I have a custom private model so I can’t share it here. But here is my conversion code:
import argparse
import os
import pickle
import pycuda.driver as cuda
import pycuda.autoinit
from pycuda.driver import Context
import tensorrt as trt
import numpy as np
TRT_LOGGER = trt.Logger(trt.Logger.VERBOSE)
EXPLICIT_BATCH = 1 << int(trt.NetworkDefinitionCreationFlag.EXPLICIT_BATCH)
def get_parser(**parser_kwargs):
parser = argparse.ArgumentParser(**parser_kwargs)
parser.add_argument("-o", "--onnx", type=str, required=True, help="ONNX model file path.")

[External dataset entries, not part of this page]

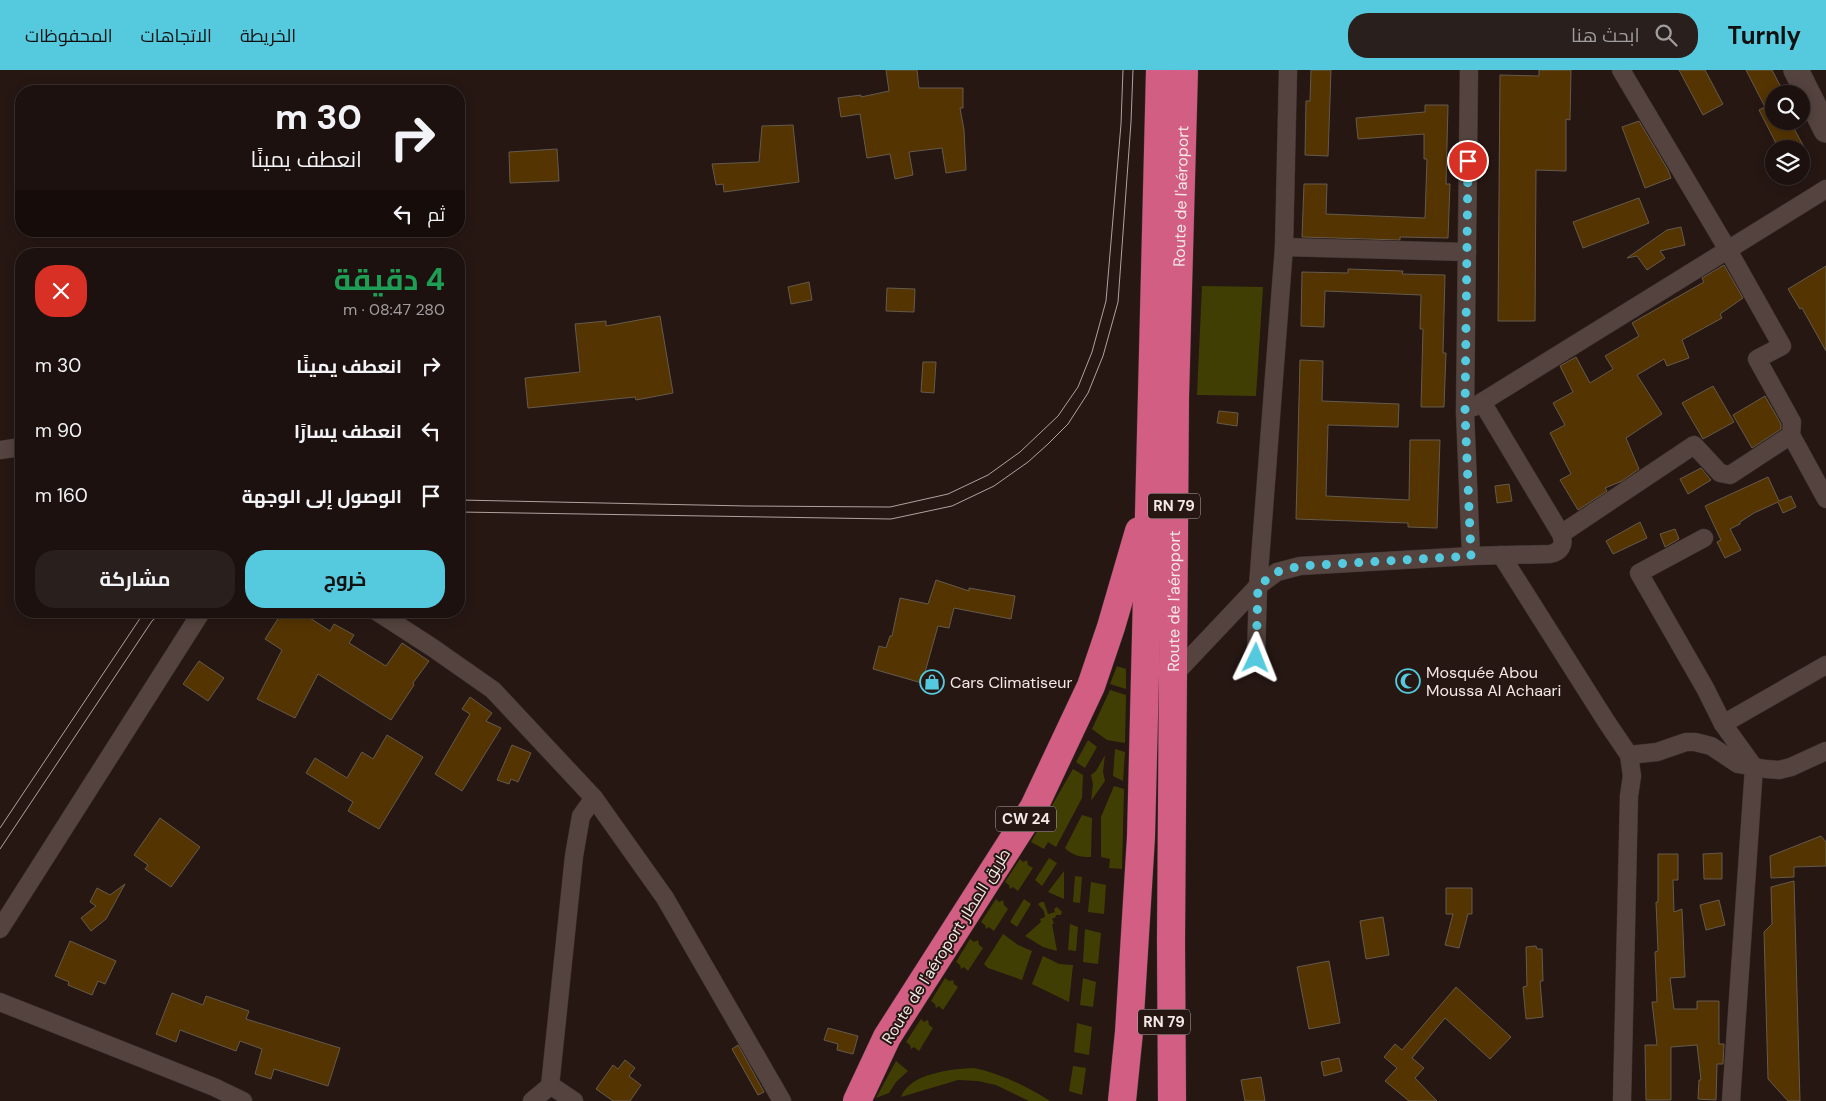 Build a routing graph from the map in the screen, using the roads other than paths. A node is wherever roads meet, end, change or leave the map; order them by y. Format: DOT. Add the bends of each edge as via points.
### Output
graph roads {
  1 [pos="1160,70"];
  2 [pos="1184,70"];
  3 [pos="1288,70"];
  4 [pos="1469,70"];
  5 [pos="1621,70"];
  6 [pos="1796,70"];
  7 [pos="1826,130"];
  8 [pos="1826,188"];
  9 [pos="1284,247"];
  10 [pos="1728,250"];
  11 [pos="1467,252"];
  12 [pos="1154,304"];
  13 [pos="1482,402"];
  14 [pos="1465,412"];
  15 [pos="1790,435"];
  16 [pos="15,448"];
  17 [pos="0,450"];
  18 [pos="1826,499"];
  19 [pos="1148,514"];
  20 [pos="1562,534"];
  21 [pos="1704,538"];
  22 [pos="1500,555"];
  23 [pos="1471,556"];
  24 [pos="1258,586"];
  25 [pos="198,618"];
  26 [pos="387,618"];
  27 [pos="1256,658"];
  28 [pos="1826,665"];
  29 [pos="1172,677"];
  30 [pos="1723,724"];
  31 [pos="1826,752"];
  32 [pos="1629,755"];
  33 [pos="1754,767"];
  34 [pos="594,798"];
  35 [pos="0,929"];
  36 [pos="1171,942"];
  37 [pos="0,1002"];
  38 [pos="550,1085"];
  39 [pos="243,1101"];
  40 [pos="532,1101"];
  41 [pos="574,1101"];
  42 [pos="782,1101"];
  43 [pos="857,1101"];
  44 [pos="1122,1101"];
  45 [pos="1156,1101"];
  46 [pos="1172,1101"];
  47 [pos="1622,1101"];
  48 [pos="1731,1101"];
  1 -- 12 [label="highway, Route de l'aéroport / RN 79"];
  2 -- 29 [label="highway, Route de l'aéroport / RN 79" via="1175,398"];
  3 -- 9 [label="street"];
  4 -- 11 [label="street"];
  5 -- 10 [label="street"];
  6 -- 7 [label="street"];
  8 -- 10 [label="street"];
  9 -- 11 [label="street"];
  9 -- 24 [label="street"];
  10 -- 13 [label="street"];
  10 -- 15 [label="street" via="1782,346 1757,359 1792,422"];
  11 -- 14 [label="street"];
  12 -- 19 [label="highway, Route de l'aéroport طريق المطار / RN 79"];
  13 -- 14 [label="street"];
  13 -- 20 [label="street"];
  14 -- 23 [label="street"];
  15 -- 18 [label="street"];
  15 -- 20 [label="street" via="1730,474 1720,473 1694,446"];
  16 -- 17 [label="street"];
  19 -- 43 [label="highway, Route de l'aéroport طريق المطار / CW 24" via="1136,536 1091,686 1034,807 887,1037"];
  19 -- 44 [label="highway, RN 79" via="1141,837"];
  20 -- 22 [label="street" via="1562,546 1553,554"];
  21 -- 30 [label="street" via="1639,573 1706,688"];
  22 -- 23 [label="street"];
  22 -- 32 [label="street"];
  23 -- 24 [label="street" via="1300,566 1277,572"];
  24 -- 27 [label="street"];
  24 -- 29 [label="street"];
  25 -- 35 [label="street"];
  26 -- 34 [label="street" via="493,690"];
  28 -- 30 [label="street"];
  29 -- 36 [label="highway, Route de l'aéroport / RN 79"];
  30 -- 33 [label="street"];
  31 -- 33 [label="street" via="1779,770"];
  32 -- 33 [label="street" via="1695,742 1711,746 1738,764"];
  32 -- 47 [label="street" via="1632,776"];
  33 -- 48 [label="street"];
  34 -- 38 [label="street" via="581,816 574,856"];
  34 -- 42 [label="street" via="665,898"];
  36 -- 45 [label="highway, RN 79"];
  36 -- 46 [label="highway, Route de l'aéroport"];
  37 -- 39 [label="street"];
  38 -- 40 [label="street"];
  38 -- 41 [label="street"];
} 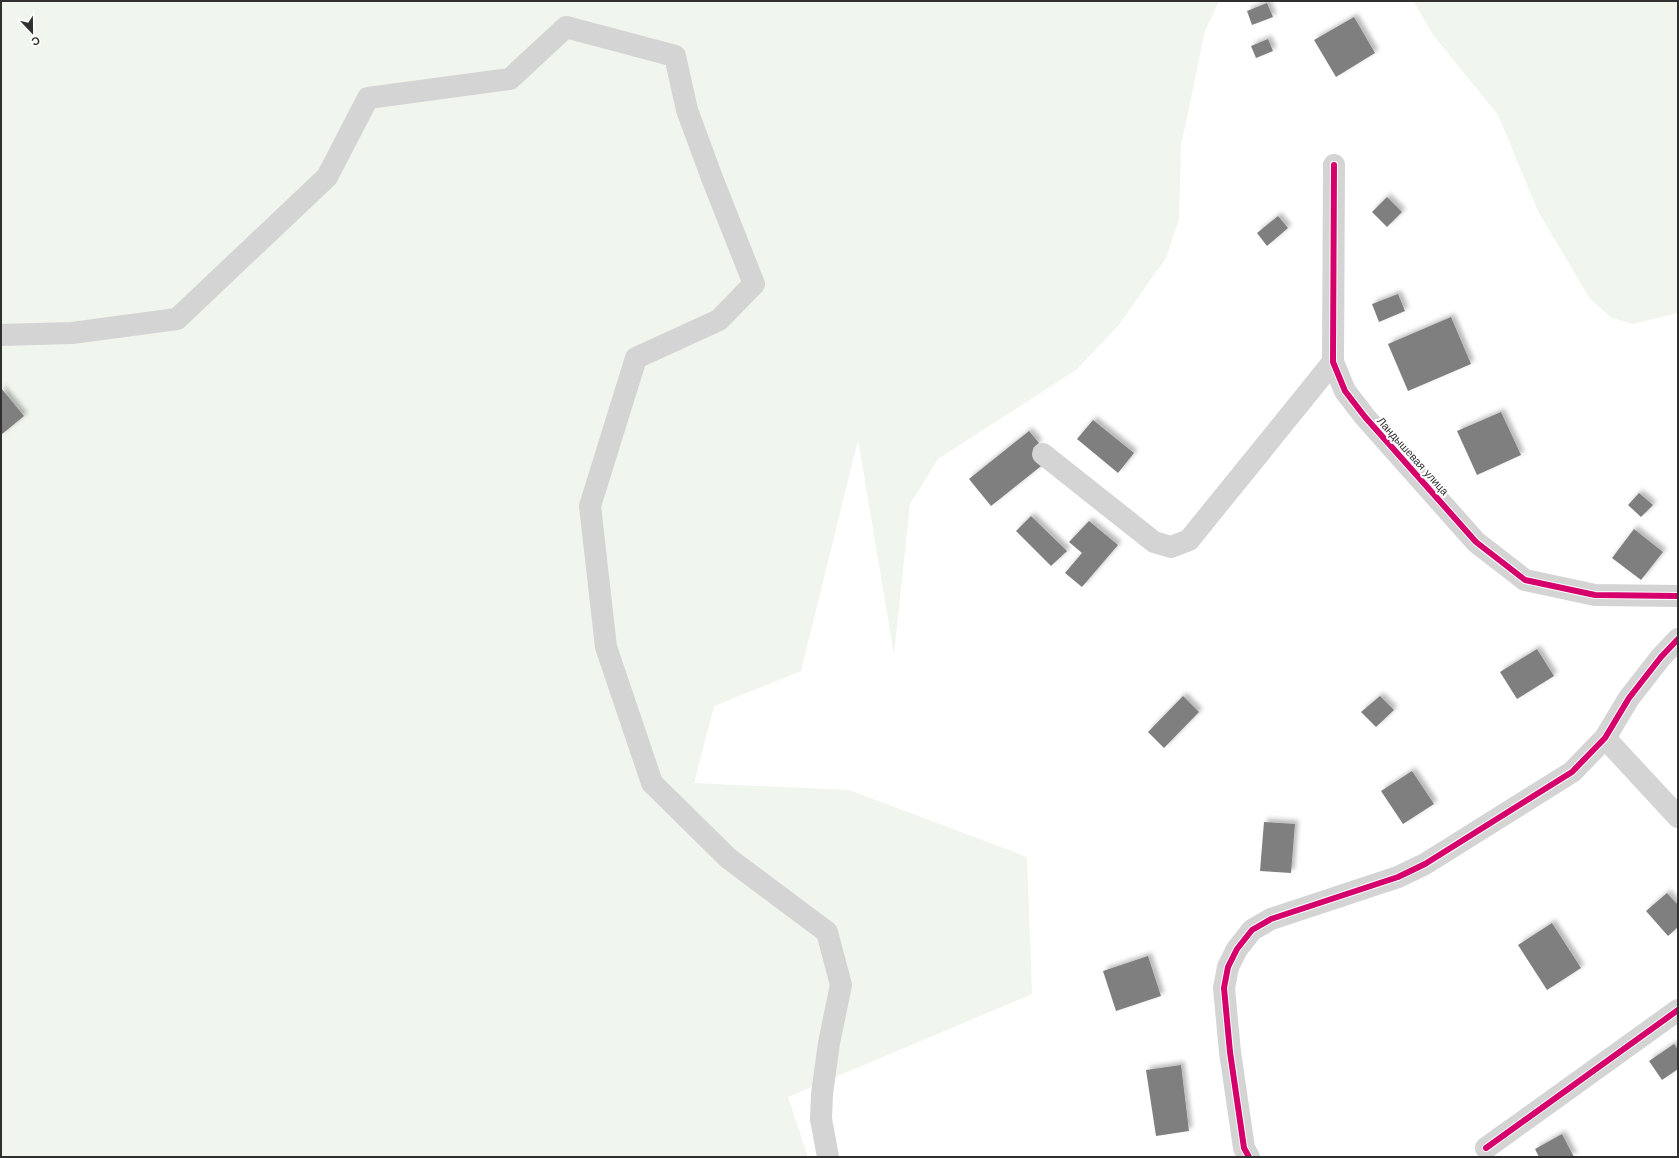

parser.add_argument("-e", "--engine", type=str, required=True, help="TensorRT engine file path.")
parser.add_argument("-w", "--workspace", type=int, default=4, help="The workspace size in GB.")
parser.add_argument("--fp16", action="store_true", help="Enable FP16 mode.")
parser.add_argument("--int8", action="store_true", help="Enable INT8 mode.")
parser.add_argument("--calibration_data", type=str, help="Path to the calibration data .pkl file for INT8 quantization.")
parser.add_argument("--max_calibration_data", type=int, help="Maximum number of calibration data samples to use for INT8 quantization.")
return parser.parse_args()
class CalibrationDataLoader(trt.IInt8EntropyCalibrator2):
def __init__(self, calibration_data_path, input_layers, batch_size=1, max_examples=None):
super(CalibrationDataLoader, self).__init__()
self.batch_size = batch_size
self.current_index = 0
with open(calibration_data_path, 'rb') as f:
all_calibration_data = pickle.load(f)
self.calibration_data = all_calibration_data[:max_examples] if max_examples is not None else all_calibration_data
self.input_layers = input_layers
# Sizes for 'x' and 'lq' inputs
x_lq_num_elements = np.prod([1, 3, 64, 64]) # Product of the shape's dimensions
x_lq_element_size = np.float32().itemsize # Size in bytes of float32
x_lq_size = x_lq_num_elements * x_lq_element_size
# Size for 'timesteps' input
timesteps_num_elements = 1 # Single value
timesteps_element_size = np.int32().itemsize # Size in bytes of int32
timesteps_size = timesteps_num_elements * timesteps_element_size
# Allocate device memory
self.device_input_x = cuda.mem_alloc(int(x_lq_size))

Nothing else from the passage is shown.